A. Yes. Use form TSP-78: https://www.tsp.gov/PDF/formspubs/tsp-78.pdf.
July 30th, 2014 | TSP withdrawal
Q. I want to pay off a few student loans before I retire from the military. I want to use my TSP to do so. Should I convert my TSP to a Roth IRA so I can avoid the heavy withdrawal fees?
A. There are no fees for withdrawing money from the TSP. All withdrawals from the TSP (except contributions you made from tax-free combat pay) will be subject to income taxation and, unless you qualify for one of the exceptions listed on Page 7 of the notice at https://www.tsp.gov/PDF/formspubs/tsp-536.pdf, any withdrawal you take before reaching age 59-1/2 will be subject to the IRS’ early withdrawal penalty. You should seek advice from a CPA before proceeding with this. You might want to consider taking a TSP loan to pay off the student loans, instead.
July 29th, 2014 | Investing
Q. I am a retired federal employee since July 1, 2011. Because of the IRS rules regarding RDA if you’re 70-1/2 years old. I decided to withdraw an annuity of $1,500 each month. What is the best investment as to where to put my $1,500. By the way, this amount is below the 4 percent commonly used by retirees as a yardstick.

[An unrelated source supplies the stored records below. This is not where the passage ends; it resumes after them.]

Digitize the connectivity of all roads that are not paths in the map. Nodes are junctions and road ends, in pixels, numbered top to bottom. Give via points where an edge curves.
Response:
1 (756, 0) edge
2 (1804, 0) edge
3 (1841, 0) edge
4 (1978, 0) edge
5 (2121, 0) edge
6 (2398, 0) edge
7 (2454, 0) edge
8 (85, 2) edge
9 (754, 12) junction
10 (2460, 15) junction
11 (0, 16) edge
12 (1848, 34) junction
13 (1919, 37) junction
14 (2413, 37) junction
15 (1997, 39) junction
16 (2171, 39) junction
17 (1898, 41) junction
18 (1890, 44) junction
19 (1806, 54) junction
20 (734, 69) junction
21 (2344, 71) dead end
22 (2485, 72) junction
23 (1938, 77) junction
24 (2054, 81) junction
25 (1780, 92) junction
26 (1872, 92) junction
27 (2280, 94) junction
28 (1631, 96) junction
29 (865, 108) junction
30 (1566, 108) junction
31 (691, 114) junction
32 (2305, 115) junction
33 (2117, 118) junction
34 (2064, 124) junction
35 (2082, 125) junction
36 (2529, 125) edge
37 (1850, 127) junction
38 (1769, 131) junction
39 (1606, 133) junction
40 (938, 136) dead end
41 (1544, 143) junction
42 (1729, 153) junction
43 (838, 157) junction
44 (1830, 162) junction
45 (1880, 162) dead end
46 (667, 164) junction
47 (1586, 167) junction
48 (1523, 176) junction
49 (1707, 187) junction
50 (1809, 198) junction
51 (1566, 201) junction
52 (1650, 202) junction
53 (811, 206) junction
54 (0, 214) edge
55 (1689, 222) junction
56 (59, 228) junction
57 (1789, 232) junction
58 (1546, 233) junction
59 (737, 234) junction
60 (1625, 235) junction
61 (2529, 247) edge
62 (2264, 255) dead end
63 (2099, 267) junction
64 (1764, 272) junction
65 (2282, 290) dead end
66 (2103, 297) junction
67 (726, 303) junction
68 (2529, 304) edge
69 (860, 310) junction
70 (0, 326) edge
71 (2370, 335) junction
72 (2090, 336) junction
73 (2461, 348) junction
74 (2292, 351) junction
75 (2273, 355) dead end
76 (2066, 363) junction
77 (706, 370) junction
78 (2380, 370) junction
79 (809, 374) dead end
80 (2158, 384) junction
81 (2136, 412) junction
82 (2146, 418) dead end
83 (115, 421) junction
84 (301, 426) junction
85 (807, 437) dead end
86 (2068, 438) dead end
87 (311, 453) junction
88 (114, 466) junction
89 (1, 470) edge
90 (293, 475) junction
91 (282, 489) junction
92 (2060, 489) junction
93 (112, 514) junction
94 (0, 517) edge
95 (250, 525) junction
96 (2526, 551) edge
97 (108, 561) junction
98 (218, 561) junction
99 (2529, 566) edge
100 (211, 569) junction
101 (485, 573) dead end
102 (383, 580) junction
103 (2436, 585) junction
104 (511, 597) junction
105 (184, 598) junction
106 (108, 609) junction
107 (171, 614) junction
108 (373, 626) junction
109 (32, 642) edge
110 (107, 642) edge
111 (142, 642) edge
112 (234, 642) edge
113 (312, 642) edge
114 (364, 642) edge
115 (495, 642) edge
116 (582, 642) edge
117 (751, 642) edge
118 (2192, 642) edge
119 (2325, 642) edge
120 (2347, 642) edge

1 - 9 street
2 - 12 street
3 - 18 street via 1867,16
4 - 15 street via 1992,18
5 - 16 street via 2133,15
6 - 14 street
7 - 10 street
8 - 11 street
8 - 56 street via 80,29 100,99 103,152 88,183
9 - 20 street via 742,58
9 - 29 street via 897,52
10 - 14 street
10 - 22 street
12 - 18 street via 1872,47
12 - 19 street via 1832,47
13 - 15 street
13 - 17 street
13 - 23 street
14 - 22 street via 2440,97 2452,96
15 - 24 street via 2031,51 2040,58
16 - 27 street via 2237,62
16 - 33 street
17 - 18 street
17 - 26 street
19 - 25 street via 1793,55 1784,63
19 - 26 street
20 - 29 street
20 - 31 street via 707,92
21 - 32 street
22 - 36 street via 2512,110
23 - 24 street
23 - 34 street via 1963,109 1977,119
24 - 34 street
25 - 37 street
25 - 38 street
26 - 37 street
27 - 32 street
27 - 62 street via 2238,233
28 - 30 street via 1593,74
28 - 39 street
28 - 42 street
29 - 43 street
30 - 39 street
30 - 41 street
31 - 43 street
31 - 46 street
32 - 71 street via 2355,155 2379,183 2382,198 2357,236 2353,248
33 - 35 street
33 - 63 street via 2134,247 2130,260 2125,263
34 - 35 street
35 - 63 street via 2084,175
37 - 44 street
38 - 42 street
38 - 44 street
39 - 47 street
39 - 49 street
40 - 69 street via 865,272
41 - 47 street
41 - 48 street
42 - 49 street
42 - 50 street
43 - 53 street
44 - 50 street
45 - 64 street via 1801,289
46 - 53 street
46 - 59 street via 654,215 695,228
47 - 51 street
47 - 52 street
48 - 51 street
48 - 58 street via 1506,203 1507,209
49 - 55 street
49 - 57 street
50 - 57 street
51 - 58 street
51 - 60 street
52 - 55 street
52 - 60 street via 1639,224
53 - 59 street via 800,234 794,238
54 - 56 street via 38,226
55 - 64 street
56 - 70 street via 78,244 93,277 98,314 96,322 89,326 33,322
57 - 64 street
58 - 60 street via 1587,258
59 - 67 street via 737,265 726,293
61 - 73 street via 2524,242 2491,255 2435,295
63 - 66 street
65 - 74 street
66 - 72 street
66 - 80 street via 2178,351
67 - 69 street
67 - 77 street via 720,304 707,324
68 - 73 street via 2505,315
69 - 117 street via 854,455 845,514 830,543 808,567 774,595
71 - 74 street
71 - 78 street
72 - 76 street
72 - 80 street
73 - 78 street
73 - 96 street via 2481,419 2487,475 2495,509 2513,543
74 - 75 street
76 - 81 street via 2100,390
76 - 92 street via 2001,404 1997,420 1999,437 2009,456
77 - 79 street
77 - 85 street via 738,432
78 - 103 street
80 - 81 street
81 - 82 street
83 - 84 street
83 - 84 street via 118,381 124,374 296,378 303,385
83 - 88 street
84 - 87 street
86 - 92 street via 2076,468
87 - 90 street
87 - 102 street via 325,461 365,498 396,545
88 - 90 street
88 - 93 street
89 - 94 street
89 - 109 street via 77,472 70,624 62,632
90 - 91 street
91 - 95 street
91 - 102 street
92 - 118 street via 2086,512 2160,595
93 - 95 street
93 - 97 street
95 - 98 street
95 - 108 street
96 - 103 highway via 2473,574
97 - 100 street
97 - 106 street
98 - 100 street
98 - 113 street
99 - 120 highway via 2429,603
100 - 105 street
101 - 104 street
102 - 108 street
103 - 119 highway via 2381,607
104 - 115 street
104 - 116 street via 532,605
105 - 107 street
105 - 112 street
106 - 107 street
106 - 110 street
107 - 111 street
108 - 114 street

A. You should invest the money in the safest place that is highly likely to produce a sequence of periodic investment returns that will support your future financial goals. If you’re not sure what that is, I suggest that you put the money in the bank and contact me for help.
July 28th, 2014 | FERS
Q. I’ve read about the Social Security reduction if your income is above a certain amount. Does the calculation for that amount include the FERS pension and TSP annuity payments? In other words, does the Social Security Administration consider my pension and TSP payout to be “income” they will reduce against? Or is the reduction only against “wages” from actual employment income after you reach Social Security retirement age? Read the rest of this entry »
July 24th, 2014 | TSP withdrawal
Q. I want to make a one-time partial withdrawal from my TSP account. I realize this withdrawal is subject to the Virginia state and federal income taxes. Who should I contact to learn how much taxes, both federal and state, I have to pay?
A. The withholding requirements are listed in the table on Page 3 of the notice at https://www.tsp.gov/PDF/formspubs/tsp-536.pdf. You won’t know how much tax you’ll actually owe until you file your tax returns for the year, however.
July 21st, 2014 | TSP withdrawal
Q. How much is the TSP taxed upon retirement if pulled out all at once, and how does that affect you’re end-of-year taxes at the end of that year?
A. Your withdrawal will be subject to a 20 percent mandatory federal tax withholding and the amount of your withdrawal will be added to your tax return for the year as ordinary income. The withholding is considered a deposit against your federal tax liability for the year.
June 24th, 2014 | TSP withdrawal
Q. I understand TSP withdrawals will be taxed as regular income come tax time.
However, when one takes/chooses monthly TSP payments upon retirement, are
taxes taken out of these payments? In other words, when I run the TSP
calculator, understanding it is only an estimate, can I expect these
payments to be lower due to taxes being taken out? Read the rest of this entry »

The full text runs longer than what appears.